**Aim of the exercise:** Find and copy each line of the data that includes "paths".

**Source records:**
::::

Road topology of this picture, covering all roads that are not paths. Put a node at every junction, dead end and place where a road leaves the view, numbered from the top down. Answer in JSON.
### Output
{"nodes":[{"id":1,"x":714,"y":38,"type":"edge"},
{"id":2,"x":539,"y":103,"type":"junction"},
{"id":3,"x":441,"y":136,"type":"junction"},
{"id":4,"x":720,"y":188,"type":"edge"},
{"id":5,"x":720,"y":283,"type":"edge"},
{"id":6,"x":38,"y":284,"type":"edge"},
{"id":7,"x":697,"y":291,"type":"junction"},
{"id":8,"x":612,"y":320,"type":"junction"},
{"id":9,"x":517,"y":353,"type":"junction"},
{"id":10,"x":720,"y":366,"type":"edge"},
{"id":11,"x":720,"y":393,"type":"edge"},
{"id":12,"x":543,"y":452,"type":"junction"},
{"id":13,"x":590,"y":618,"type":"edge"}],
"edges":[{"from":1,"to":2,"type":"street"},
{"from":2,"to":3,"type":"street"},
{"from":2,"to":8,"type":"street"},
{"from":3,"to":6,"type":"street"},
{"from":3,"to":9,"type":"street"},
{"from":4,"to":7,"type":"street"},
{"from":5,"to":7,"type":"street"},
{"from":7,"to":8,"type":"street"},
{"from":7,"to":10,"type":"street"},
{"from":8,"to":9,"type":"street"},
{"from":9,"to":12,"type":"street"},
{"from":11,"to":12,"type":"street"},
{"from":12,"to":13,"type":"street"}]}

::::

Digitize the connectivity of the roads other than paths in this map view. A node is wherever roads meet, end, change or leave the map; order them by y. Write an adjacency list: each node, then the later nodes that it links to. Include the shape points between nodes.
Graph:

::::

**Answer section:**
Road topology of this picture, covering all roads that are not paths. Put a node at every junction, dead end and place where a road leaves the view, numbered from the top down. Answer in JSON.
Digitize the connectivity of the roads other than paths in this map view. A node is wherever roads meet, end, change or leave the map; order them by y. Write an adjacency list: each node, then the later nodes that it links to. Include the shape points between nodes.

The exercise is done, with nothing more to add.